Not sure this is the appropriate sub-forum for this thread...

In any case, I've spent multiple years overseas speaking various languages and although I have felt 'foreign language fatigue', it was different to how you're feeling. I suspect what you're feeling is probably something more so related to mental or physical fatigue. I'm not a doctor so I can't really say for certain. Maybe it's a combination of jet-lag and a bug?
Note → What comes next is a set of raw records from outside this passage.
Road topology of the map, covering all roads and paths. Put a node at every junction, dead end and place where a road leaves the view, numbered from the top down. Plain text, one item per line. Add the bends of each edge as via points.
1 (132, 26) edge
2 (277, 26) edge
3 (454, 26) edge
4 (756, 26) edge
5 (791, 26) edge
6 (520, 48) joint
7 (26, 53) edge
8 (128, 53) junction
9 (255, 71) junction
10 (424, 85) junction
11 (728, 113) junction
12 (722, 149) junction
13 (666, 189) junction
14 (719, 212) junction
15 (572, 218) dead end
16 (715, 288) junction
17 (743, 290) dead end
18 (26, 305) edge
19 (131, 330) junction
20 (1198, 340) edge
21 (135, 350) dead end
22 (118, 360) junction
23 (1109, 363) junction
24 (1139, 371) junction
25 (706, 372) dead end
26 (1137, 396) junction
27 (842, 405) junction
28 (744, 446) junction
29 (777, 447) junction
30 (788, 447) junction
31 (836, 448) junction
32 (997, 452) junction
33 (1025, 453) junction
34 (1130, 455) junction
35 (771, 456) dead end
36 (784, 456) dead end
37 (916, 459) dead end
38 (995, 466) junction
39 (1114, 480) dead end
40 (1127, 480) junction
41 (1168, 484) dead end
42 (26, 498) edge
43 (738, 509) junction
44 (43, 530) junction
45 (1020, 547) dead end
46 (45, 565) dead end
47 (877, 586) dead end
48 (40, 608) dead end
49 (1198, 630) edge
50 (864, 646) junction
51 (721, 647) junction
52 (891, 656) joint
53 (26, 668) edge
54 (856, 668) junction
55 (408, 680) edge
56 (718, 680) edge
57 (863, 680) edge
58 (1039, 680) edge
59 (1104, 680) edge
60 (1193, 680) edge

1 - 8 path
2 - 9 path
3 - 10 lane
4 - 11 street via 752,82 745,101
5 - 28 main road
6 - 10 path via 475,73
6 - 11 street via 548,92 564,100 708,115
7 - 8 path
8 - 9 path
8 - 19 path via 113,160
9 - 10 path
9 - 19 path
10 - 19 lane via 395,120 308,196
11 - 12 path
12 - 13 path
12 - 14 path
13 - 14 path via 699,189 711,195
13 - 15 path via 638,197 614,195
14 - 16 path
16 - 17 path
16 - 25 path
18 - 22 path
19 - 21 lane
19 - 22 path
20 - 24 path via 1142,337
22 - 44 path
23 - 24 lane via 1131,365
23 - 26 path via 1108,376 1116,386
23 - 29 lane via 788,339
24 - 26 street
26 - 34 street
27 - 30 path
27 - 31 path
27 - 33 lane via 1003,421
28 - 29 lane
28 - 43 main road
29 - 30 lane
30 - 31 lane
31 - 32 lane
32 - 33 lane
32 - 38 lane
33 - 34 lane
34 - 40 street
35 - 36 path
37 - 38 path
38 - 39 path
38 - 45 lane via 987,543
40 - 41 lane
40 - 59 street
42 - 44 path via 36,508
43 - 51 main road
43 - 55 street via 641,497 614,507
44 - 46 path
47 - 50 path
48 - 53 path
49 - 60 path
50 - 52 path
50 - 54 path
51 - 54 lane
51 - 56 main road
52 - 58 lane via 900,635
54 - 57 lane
Foreign language fatigue, or whatever the actual term might be, for me is why I feel mentally drained and my mouth feels extremely exhausted. I remember going to parties in my first few months while studying in Tokyo and halfway through I'd become incredibly quiet to the point that I couldn't speak. Both my mouth and mind were exhausted. My mouth muscles weren't used to making the movements necessary for Japanese speech/sounds and my mind was working over-time trying to translate, conjugate, remember and construct sentences every single second. I remember every time this would happen my friends would become concerned and ask me if everything was OK. They'd think that I was having a horrible time or that something bad had happened. I didn't even realise it myself until it became a recurring pattern.

As an aside, what country are you in and what foreign language is it? Certain languages like French that utilise different mouth muscles for speech are non-existent when speaking English making it all the more exhausting to speak it for prolonged periods of time.
(edited 4 years ago)
Reply 3
i moved to the Health forum now. never heard of such a thing. if you're worried, maybe you should see a doctor?